ASSIGNED TASK — The string "place" may appear in lines of the data; report how many lines contain it, with no other output.

[Extracted data entries]
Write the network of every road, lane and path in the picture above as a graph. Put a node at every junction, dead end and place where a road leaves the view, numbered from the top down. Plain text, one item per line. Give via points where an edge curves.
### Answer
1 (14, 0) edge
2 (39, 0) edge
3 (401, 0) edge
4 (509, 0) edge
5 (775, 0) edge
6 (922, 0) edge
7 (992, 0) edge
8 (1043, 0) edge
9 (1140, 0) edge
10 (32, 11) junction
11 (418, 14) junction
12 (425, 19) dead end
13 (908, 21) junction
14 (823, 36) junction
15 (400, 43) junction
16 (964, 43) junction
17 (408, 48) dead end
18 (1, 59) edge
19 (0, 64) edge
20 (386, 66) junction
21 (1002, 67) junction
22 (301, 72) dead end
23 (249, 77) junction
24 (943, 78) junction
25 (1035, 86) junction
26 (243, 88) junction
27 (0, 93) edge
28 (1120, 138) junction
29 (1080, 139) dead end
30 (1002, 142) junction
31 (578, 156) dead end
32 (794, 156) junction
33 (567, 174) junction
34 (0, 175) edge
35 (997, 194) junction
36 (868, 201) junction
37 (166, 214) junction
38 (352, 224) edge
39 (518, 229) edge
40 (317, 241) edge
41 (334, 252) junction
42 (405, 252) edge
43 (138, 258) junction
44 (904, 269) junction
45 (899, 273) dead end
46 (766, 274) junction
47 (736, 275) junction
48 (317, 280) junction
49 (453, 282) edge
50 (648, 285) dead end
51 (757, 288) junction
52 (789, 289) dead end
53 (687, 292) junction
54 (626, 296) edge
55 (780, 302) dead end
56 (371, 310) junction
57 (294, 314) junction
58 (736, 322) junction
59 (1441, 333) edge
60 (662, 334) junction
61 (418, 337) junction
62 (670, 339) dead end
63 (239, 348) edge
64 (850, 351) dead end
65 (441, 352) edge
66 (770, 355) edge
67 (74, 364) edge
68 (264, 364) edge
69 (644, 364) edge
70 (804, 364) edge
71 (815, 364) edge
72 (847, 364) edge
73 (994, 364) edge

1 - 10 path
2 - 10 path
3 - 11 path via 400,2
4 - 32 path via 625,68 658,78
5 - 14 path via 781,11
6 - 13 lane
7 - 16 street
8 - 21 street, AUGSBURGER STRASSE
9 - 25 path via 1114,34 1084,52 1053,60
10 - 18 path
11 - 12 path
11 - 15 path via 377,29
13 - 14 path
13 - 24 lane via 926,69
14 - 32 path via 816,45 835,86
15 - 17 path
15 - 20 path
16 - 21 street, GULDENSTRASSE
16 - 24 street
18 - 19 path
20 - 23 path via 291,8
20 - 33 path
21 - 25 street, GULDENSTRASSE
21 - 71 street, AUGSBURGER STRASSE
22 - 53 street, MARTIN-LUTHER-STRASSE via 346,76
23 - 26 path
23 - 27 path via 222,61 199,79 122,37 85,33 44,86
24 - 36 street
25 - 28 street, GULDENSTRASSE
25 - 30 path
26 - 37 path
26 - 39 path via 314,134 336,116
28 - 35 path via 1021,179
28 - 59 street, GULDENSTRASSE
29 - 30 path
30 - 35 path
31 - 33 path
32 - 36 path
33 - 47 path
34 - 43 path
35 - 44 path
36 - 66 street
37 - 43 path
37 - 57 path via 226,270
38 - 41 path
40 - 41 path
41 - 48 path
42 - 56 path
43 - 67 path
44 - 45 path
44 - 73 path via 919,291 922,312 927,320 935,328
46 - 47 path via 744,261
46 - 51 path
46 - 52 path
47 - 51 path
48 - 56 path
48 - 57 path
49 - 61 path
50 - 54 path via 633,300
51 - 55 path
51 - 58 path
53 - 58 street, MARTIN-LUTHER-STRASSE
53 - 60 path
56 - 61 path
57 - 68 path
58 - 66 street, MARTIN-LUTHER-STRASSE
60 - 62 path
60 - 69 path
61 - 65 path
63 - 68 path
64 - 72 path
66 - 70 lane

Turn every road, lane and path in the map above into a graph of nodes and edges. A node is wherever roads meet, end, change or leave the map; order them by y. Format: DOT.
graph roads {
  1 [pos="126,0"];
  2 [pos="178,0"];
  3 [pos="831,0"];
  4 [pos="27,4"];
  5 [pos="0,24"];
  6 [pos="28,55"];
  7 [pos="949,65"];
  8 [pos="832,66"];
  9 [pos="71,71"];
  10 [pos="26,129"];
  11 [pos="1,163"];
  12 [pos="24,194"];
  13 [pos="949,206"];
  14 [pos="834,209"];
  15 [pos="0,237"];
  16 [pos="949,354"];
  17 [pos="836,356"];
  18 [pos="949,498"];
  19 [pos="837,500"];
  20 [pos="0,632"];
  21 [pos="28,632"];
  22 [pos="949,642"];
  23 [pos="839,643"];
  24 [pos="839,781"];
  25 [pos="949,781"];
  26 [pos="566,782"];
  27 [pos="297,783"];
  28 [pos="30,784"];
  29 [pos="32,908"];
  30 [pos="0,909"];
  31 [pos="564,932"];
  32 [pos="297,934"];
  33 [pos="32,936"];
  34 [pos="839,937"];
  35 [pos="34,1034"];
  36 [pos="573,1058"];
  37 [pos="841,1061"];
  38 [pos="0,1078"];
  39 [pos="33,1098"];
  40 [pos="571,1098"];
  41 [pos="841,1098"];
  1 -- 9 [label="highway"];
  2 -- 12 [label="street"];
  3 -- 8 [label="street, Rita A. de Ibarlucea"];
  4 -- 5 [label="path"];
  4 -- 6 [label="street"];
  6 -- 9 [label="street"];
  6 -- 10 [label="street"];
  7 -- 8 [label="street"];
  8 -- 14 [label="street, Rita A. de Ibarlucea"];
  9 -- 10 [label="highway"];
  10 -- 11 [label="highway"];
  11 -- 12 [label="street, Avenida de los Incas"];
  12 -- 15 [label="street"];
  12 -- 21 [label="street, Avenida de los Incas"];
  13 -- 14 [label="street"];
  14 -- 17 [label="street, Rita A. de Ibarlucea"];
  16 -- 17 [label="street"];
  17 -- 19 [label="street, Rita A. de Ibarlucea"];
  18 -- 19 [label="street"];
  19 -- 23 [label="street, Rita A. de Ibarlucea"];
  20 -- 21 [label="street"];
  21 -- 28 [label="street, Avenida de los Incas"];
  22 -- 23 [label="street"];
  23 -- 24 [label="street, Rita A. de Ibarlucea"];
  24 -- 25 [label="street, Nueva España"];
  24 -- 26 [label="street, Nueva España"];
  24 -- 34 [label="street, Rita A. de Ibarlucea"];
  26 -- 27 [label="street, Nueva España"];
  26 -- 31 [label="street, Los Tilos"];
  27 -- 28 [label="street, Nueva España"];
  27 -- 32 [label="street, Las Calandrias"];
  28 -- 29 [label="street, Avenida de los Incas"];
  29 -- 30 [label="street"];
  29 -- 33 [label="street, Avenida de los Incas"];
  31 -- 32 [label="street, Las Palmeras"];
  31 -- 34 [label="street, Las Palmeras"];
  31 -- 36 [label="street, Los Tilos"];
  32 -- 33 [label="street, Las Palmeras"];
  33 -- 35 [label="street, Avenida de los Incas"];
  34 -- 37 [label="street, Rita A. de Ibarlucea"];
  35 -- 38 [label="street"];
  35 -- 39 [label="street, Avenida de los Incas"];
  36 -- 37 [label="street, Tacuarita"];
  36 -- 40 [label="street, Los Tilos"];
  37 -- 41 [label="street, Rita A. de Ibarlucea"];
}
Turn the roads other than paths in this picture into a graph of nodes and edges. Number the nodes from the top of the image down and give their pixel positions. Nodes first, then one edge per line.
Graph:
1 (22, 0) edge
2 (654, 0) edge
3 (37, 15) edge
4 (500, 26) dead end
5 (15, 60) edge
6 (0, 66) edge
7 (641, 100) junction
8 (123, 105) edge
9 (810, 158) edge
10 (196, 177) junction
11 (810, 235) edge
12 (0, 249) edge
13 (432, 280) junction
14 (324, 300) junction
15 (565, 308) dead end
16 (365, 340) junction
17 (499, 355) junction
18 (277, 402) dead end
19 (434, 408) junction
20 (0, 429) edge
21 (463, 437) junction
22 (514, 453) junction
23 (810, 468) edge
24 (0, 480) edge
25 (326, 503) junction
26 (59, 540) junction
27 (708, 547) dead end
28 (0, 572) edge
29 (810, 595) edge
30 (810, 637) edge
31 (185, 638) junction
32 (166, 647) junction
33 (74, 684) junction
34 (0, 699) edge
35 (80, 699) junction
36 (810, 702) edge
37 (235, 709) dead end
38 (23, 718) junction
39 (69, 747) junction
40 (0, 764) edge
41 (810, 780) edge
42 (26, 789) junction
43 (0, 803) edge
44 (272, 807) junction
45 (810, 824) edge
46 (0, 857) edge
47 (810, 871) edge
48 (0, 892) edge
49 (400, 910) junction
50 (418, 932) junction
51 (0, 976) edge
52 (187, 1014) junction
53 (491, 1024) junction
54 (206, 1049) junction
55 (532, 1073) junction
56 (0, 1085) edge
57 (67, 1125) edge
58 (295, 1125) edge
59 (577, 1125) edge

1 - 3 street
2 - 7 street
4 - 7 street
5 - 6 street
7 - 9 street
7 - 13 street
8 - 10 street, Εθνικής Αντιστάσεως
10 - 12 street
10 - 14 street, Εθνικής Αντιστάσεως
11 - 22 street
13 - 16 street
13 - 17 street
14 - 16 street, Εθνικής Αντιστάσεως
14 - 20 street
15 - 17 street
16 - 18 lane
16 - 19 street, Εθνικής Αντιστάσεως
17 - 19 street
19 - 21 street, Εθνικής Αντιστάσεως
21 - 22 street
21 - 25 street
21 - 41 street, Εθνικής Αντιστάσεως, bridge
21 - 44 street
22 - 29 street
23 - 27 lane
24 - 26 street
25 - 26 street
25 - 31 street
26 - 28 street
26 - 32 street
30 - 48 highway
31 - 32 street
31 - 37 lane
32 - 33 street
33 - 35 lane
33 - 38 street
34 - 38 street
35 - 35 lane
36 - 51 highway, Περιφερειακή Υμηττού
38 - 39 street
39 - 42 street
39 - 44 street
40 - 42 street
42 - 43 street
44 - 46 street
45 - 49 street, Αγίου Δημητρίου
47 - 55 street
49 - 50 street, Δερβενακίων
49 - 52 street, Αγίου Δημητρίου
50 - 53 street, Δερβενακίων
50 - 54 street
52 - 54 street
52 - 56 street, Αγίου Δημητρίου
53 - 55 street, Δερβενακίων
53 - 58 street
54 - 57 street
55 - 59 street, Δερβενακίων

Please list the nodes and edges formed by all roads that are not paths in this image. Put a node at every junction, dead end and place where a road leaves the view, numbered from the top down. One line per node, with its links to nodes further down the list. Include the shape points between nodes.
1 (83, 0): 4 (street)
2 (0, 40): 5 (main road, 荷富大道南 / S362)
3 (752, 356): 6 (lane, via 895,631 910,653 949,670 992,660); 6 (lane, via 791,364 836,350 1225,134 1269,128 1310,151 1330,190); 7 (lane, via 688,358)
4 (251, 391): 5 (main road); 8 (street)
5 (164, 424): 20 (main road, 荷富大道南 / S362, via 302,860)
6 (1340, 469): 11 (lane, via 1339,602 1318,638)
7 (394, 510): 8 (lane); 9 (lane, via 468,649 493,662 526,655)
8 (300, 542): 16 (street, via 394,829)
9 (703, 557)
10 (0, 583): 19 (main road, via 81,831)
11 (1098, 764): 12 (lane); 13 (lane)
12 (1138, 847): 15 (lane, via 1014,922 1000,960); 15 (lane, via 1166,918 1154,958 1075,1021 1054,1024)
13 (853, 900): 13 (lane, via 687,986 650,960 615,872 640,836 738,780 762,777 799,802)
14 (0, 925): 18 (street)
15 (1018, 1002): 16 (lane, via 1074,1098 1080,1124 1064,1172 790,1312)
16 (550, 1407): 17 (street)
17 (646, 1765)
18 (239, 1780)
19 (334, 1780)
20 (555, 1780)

ANSWER SPACE — 2